# DATA FOR THIS EXERCISE
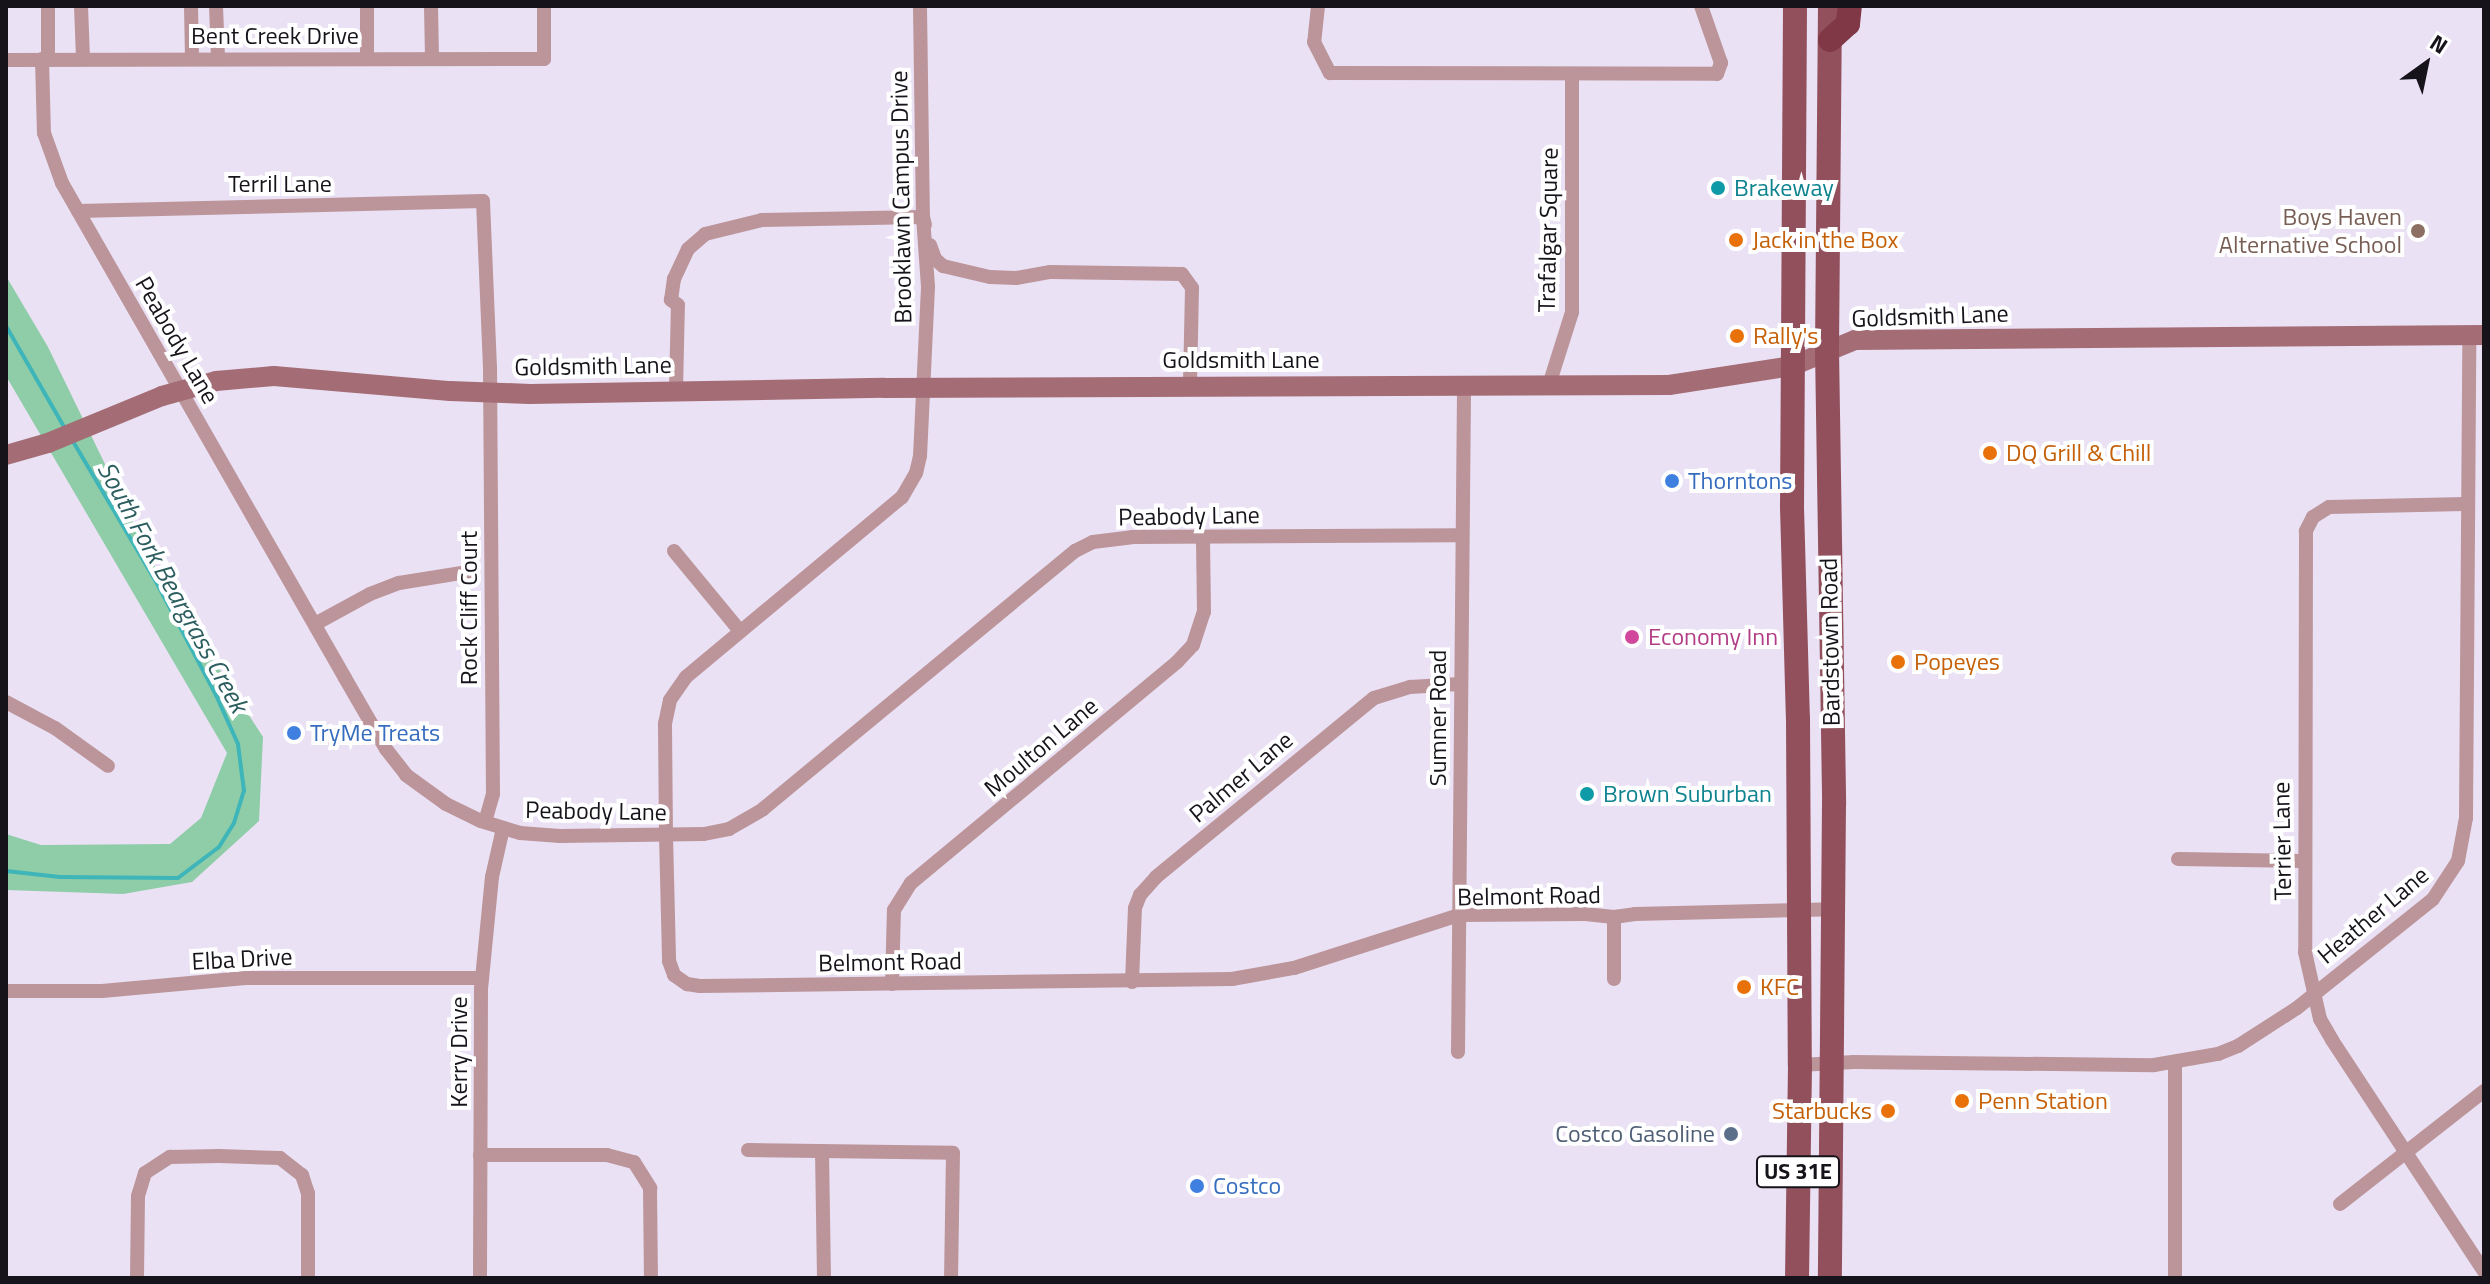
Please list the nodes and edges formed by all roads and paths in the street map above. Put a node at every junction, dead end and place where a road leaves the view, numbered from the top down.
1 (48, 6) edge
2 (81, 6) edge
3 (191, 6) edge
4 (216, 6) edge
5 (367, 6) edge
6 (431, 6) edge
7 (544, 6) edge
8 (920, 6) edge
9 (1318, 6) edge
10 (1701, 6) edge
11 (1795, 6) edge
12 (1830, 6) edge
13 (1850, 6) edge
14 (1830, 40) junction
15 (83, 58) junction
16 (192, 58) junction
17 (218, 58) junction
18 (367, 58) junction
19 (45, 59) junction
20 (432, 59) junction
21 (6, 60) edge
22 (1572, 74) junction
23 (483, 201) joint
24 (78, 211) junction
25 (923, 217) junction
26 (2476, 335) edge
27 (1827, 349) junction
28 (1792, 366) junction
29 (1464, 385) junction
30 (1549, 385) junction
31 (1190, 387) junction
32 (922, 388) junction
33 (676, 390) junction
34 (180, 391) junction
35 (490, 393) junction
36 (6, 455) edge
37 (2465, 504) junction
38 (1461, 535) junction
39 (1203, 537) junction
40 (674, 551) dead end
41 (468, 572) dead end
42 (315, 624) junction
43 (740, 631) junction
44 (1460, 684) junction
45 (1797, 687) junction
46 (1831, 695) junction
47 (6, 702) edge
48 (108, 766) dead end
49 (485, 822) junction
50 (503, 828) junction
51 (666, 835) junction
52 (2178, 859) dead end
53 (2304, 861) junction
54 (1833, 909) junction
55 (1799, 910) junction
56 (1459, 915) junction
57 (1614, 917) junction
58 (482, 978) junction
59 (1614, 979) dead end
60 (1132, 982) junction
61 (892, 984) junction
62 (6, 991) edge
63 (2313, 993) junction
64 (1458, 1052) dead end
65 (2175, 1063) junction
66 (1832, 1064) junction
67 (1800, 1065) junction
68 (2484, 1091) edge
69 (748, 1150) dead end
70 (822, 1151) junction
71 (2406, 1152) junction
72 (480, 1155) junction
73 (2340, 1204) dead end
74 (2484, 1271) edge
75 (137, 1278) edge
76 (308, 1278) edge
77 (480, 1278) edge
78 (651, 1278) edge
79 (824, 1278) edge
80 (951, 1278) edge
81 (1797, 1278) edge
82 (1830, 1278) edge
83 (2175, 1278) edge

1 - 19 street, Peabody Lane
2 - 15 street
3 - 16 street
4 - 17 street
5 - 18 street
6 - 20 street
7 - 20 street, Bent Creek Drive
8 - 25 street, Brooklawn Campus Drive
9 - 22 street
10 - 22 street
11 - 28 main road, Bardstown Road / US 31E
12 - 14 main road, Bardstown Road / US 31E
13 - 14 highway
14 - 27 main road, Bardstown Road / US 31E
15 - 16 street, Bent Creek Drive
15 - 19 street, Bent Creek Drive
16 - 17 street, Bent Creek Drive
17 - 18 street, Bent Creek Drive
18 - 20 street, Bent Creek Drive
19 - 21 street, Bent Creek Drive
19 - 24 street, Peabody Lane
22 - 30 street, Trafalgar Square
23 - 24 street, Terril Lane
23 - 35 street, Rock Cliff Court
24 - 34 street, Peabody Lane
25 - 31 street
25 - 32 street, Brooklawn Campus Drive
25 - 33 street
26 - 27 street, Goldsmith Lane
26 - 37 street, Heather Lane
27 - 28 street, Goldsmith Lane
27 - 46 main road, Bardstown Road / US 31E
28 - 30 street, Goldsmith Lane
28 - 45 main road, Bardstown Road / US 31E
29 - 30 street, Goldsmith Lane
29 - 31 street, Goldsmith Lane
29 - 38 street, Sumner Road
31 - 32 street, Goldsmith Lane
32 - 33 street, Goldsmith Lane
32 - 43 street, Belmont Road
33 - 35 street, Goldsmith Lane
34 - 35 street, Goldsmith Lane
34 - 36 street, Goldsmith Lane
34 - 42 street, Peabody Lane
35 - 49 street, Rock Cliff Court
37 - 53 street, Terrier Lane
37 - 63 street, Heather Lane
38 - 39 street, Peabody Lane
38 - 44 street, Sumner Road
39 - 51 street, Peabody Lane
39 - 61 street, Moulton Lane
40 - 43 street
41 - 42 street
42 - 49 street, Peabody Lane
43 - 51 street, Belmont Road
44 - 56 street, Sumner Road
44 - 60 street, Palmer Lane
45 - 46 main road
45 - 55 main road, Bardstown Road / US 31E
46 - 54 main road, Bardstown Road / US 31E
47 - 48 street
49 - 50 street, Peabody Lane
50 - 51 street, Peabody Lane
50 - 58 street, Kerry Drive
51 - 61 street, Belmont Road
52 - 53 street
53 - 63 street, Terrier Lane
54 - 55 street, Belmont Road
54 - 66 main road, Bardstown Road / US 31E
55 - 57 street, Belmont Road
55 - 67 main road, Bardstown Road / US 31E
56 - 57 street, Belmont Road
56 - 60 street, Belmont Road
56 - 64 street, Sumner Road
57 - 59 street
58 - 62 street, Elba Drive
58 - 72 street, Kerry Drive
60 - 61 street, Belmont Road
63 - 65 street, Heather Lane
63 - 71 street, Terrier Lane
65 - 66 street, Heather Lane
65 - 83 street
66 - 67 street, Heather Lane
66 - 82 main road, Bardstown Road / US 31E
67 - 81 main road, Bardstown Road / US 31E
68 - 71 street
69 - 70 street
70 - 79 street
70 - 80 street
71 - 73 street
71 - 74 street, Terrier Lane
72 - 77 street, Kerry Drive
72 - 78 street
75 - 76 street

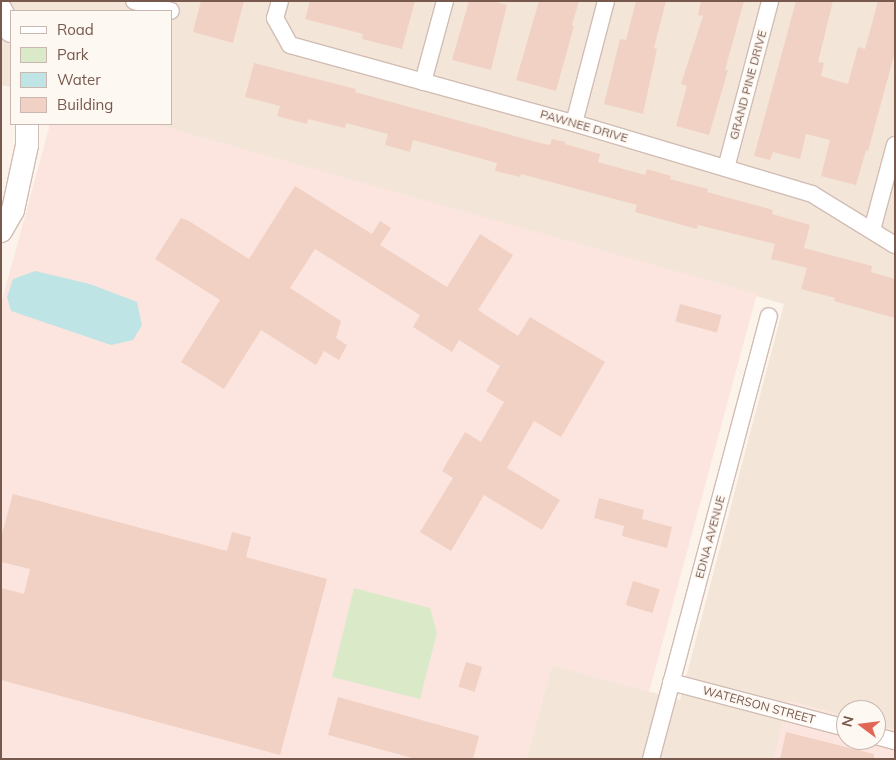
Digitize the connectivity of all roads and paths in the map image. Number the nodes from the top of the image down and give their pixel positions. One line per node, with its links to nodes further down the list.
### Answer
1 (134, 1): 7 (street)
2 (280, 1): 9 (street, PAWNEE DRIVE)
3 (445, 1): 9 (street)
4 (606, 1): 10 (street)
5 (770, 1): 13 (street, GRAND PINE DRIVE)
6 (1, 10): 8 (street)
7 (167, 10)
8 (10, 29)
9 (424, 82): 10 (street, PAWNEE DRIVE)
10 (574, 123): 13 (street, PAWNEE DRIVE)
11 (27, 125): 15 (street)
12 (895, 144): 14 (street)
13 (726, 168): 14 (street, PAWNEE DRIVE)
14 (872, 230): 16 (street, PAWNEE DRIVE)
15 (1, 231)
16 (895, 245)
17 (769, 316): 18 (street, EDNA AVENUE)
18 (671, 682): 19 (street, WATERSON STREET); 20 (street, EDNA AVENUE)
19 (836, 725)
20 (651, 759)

# WHAT IS EXPECTED
The whole listing is to be duplicated verbatim, apart from its images.

# ANSWER BELOW
Please list the nodes and edges formed by all roads and paths in the street map above. Put a node at every junction, dead end and place where a road leaves the view, numbered from the top down.
1 (48, 6) edge
2 (81, 6) edge
3 (191, 6) edge
4 (216, 6) edge
5 (367, 6) edge
6 (431, 6) edge
7 (544, 6) edge
8 (920, 6) edge
9 (1318, 6) edge
10 (1701, 6) edge
11 (1795, 6) edge
12 (1830, 6) edge
13 (1850, 6) edge
14 (1830, 40) junction
15 (83, 58) junction
16 (192, 58) junction
17 (218, 58) junction
18 (367, 58) junction
19 (45, 59) junction
20 (432, 59) junction
21 (6, 60) edge
22 (1572, 74) junction
23 (483, 201) joint
24 (78, 211) junction
25 (923, 217) junction
26 (2476, 335) edge
27 (1827, 349) junction
28 (1792, 366) junction
29 (1464, 385) junction
30 (1549, 385) junction
31 (1190, 387) junction
32 (922, 388) junction
33 (676, 390) junction
34 (180, 391) junction
35 (490, 393) junction
36 (6, 455) edge
37 (2465, 504) junction
38 (1461, 535) junction
39 (1203, 537) junction
40 (674, 551) dead end
41 (468, 572) dead end
42 (315, 624) junction
43 (740, 631) junction
44 (1460, 684) junction
45 (1797, 687) junction
46 (1831, 695) junction
47 (6, 702) edge
48 (108, 766) dead end
49 (485, 822) junction
50 (503, 828) junction
51 (666, 835) junction
52 (2178, 859) dead end
53 (2304, 861) junction
54 (1833, 909) junction
55 (1799, 910) junction
56 (1459, 915) junction
57 (1614, 917) junction
58 (482, 978) junction
59 (1614, 979) dead end
60 (1132, 982) junction
61 (892, 984) junction
62 (6, 991) edge
63 (2313, 993) junction
64 (1458, 1052) dead end
65 (2175, 1063) junction
66 (1832, 1064) junction
67 (1800, 1065) junction
68 (2484, 1091) edge
69 (748, 1150) dead end
70 (822, 1151) junction
71 (2406, 1152) junction
72 (480, 1155) junction
73 (2340, 1204) dead end
74 (2484, 1271) edge
75 (137, 1278) edge
76 (308, 1278) edge
77 (480, 1278) edge
78 (651, 1278) edge
79 (824, 1278) edge
80 (951, 1278) edge
81 (1797, 1278) edge
82 (1830, 1278) edge
83 (2175, 1278) edge

1 - 19 street, Peabody Lane
2 - 15 street
3 - 16 street
4 - 17 street
5 - 18 street
6 - 20 street
7 - 20 street, Bent Creek Drive
8 - 25 street, Brooklawn Campus Drive
9 - 22 street
10 - 22 street
11 - 28 main road, Bardstown Road / US 31E
12 - 14 main road, Bardstown Road / US 31E
13 - 14 highway
14 - 27 main road, Bardstown Road / US 31E
15 - 16 street, Bent Creek Drive
15 - 19 street, Bent Creek Drive
16 - 17 street, Bent Creek Drive
17 - 18 street, Bent Creek Drive
18 - 20 street, Bent Creek Drive
19 - 21 street, Bent Creek Drive
19 - 24 street, Peabody Lane
22 - 30 street, Trafalgar Square
23 - 24 street, Terril Lane
23 - 35 street, Rock Cliff Court
24 - 34 street, Peabody Lane
25 - 31 street
25 - 32 street, Brooklawn Campus Drive
25 - 33 street
26 - 27 street, Goldsmith Lane
26 - 37 street, Heather Lane
27 - 28 street, Goldsmith Lane
27 - 46 main road, Bardstown Road / US 31E
28 - 30 street, Goldsmith Lane
28 - 45 main road, Bardstown Road / US 31E
29 - 30 street, Goldsmith Lane
29 - 31 street, Goldsmith Lane
29 - 38 street, Sumner Road
31 - 32 street, Goldsmith Lane
32 - 33 street, Goldsmith Lane
32 - 43 street, Belmont Road
33 - 35 street, Goldsmith Lane
34 - 35 street, Goldsmith Lane
34 - 36 street, Goldsmith Lane
34 - 42 street, Peabody Lane
35 - 49 street, Rock Cliff Court
37 - 53 street, Terrier Lane
37 - 63 street, Heather Lane
38 - 39 street, Peabody Lane
38 - 44 street, Sumner Road
39 - 51 street, Peabody Lane
39 - 61 street, Moulton Lane
40 - 43 street
41 - 42 street
42 - 49 street, Peabody Lane
43 - 51 street, Belmont Road
44 - 56 street, Sumner Road
44 - 60 street, Palmer Lane
45 - 46 main road
45 - 55 main road, Bardstown Road / US 31E
46 - 54 main road, Bardstown Road / US 31E
47 - 48 street
49 - 50 street, Peabody Lane
50 - 51 street, Peabody Lane
50 - 58 street, Kerry Drive
51 - 61 street, Belmont Road
52 - 53 street
53 - 63 street, Terrier Lane
54 - 55 street, Belmont Road
54 - 66 main road, Bardstown Road / US 31E
55 - 57 street, Belmont Road
55 - 67 main road, Bardstown Road / US 31E
56 - 57 street, Belmont Road
56 - 60 street, Belmont Road
56 - 64 street, Sumner Road
57 - 59 street
58 - 62 street, Elba Drive
58 - 72 street, Kerry Drive
60 - 61 street, Belmont Road
63 - 65 street, Heather Lane
63 - 71 street, Terrier Lane
65 - 66 street, Heather Lane
65 - 83 street
66 - 67 street, Heather Lane
66 - 82 main road, Bardstown Road / US 31E
67 - 81 main road, Bardstown Road / US 31E
68 - 71 street
69 - 70 street
70 - 79 street
70 - 80 street
71 - 73 street
71 - 74 street, Terrier Lane
72 - 77 street, Kerry Drive
72 - 78 street
75 - 76 street

Digitize the connectivity of all roads and paths in the map image. Number the nodes from the top of the image down and give their pixel positions. One line per node, with its links to nodes further down the list.
### Answer
1 (134, 1): 7 (street)
2 (280, 1): 9 (street, PAWNEE DRIVE)
3 (445, 1): 9 (street)
4 (606, 1): 10 (street)
5 (770, 1): 13 (street, GRAND PINE DRIVE)
6 (1, 10): 8 (street)
7 (167, 10)
8 (10, 29)
9 (424, 82): 10 (street, PAWNEE DRIVE)
10 (574, 123): 13 (street, PAWNEE DRIVE)
11 (27, 125): 15 (street)
12 (895, 144): 14 (street)
13 (726, 168): 14 (street, PAWNEE DRIVE)
14 (872, 230): 16 (street, PAWNEE DRIVE)
15 (1, 231)
16 (895, 245)
17 (769, 316): 18 (street, EDNA AVENUE)
18 (671, 682): 19 (street, WATERSON STREET); 20 (street, EDNA AVENUE)
19 (836, 725)
20 (651, 759)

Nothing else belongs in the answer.